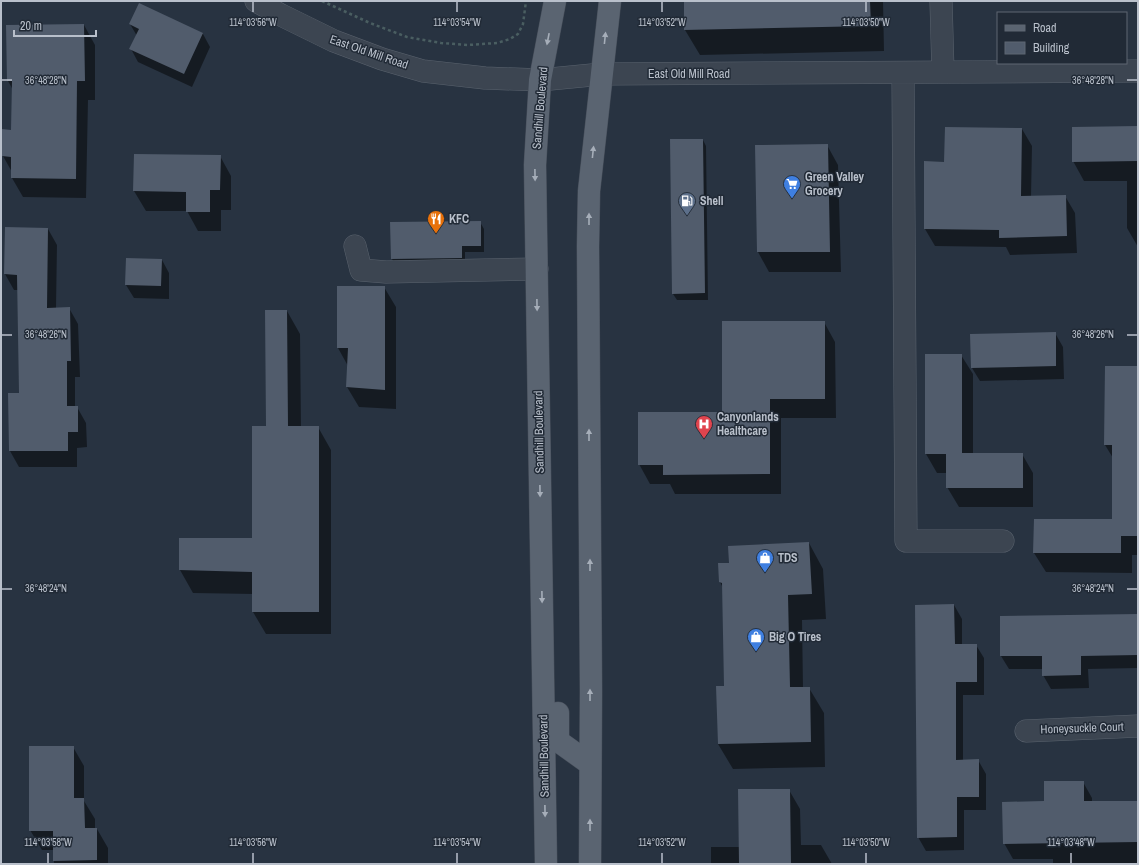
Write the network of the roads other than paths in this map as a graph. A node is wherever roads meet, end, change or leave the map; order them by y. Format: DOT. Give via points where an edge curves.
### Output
graph roads {
  1 [pos="256,1"];
  2 [pos="555,1"];
  3 [pos="610,1"];
  4 [pos="941,1"];
  5 [pos="1138,71"];
  6 [pos="943,72"];
  7 [pos="903,73"];
  8 [pos="602,74"];
  9 [pos="540,80"];
  10 [pos="355,246"];
  11 [pos="537,269"];
  12 [pos="1003,541"];
  13 [pos="541,544"];
  14 [pos="1138,726"];
  15 [pos="1026,730"];
  16 [pos="590,764"];
  17 [pos="546,864"];
  18 [pos="590,864"];
  1 -- 9 [label="street, East Old Mill Road" via="334,41 423,71 485,78"];
  2 -- 9 [label="main road, Sandhill Boulevard, one-way"];
  8 -- 3 [label="main road, one-way"];
  4 -- 6 [label="street"];
  5 -- 6 [label="street, East Old Mill Road"];
  6 -- 7 [label="street, East Old Mill Road"];
  7 -- 8 [label="street, East Old Mill Road"];
  7 -- 12 [label="street" via="906,542"];
  8 -- 9 [label="street, East Old Mill Road"];
  16 -- 8 [label="main road, one-way" via="588,246 589,191"];
  9 -- 11 [label="main road, Sandhill Boulevard, one-way" via="535,165"];
  10 -- 11 [label="street" via="361,270 386,272"];
  11 -- 13 [label="main road, Sandhill Boulevard, one-way"];
  13 -- 16 [label="main road" via="556,580 558,742"];
  13 -- 17 [label="main road, Sandhill Boulevard, one-way"];
  14 -- 15 [label="street, Honeysuckle Court"];
  18 -- 16 [label="main road, one-way"];
}
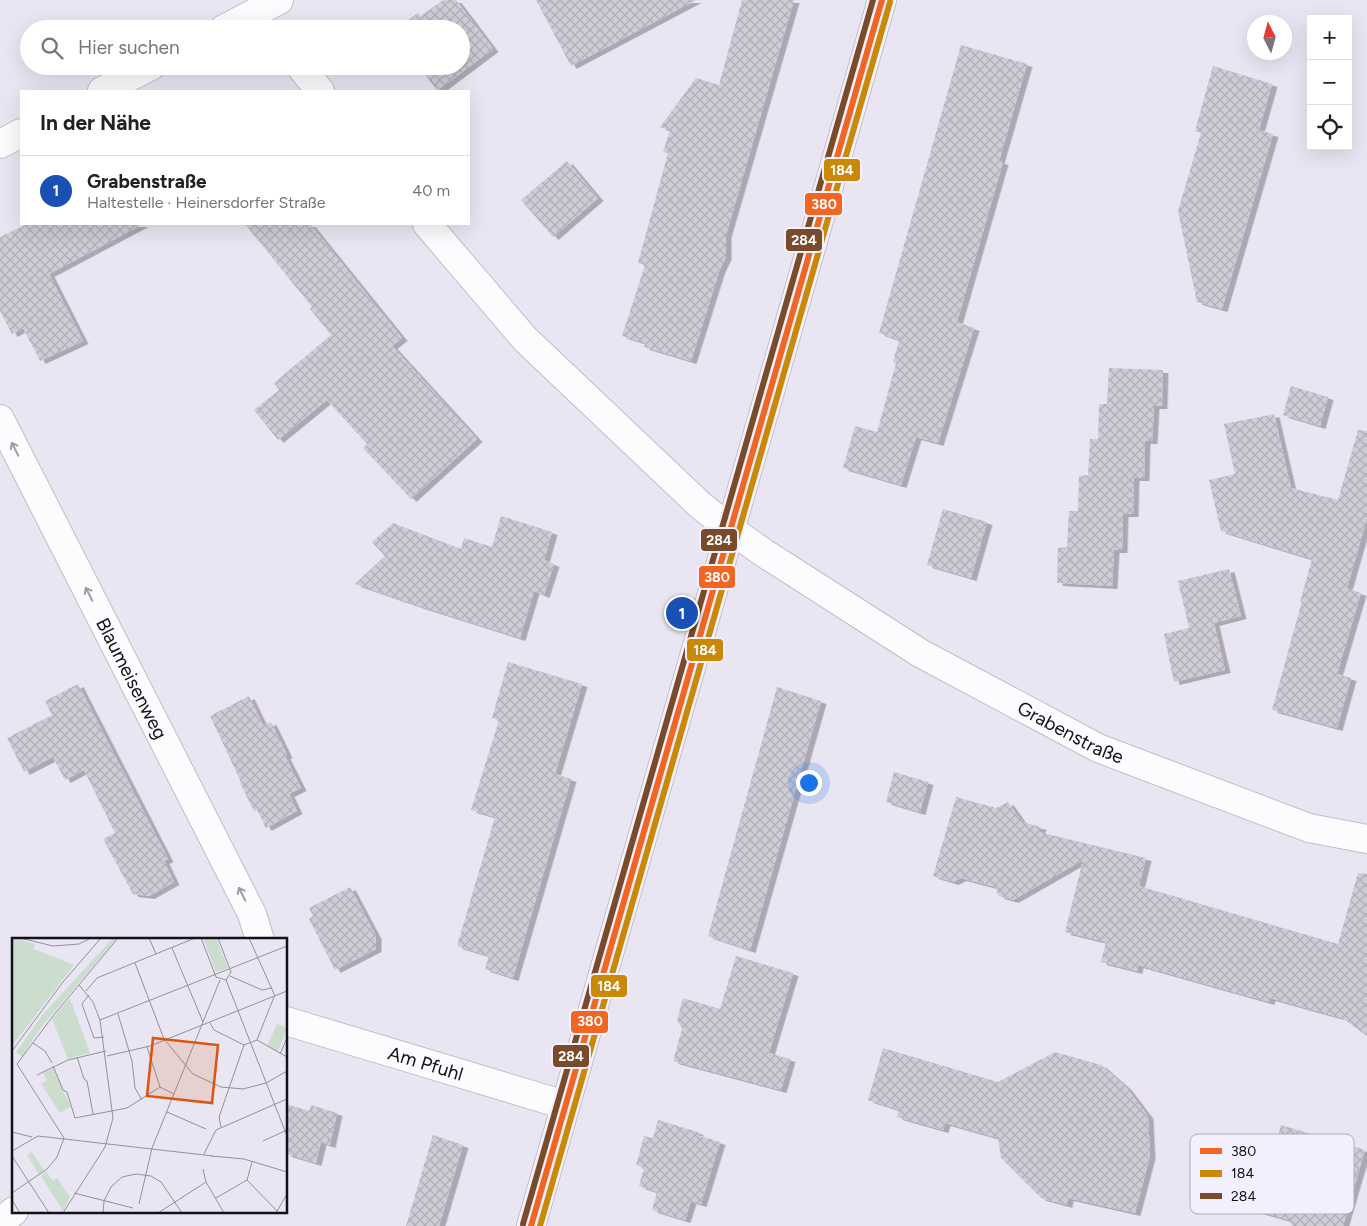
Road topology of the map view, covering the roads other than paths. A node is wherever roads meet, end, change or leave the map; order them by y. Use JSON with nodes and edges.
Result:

Try it: If a line in the data contains the string "paths", count it, then give the total and nothing else.

Task answer: 2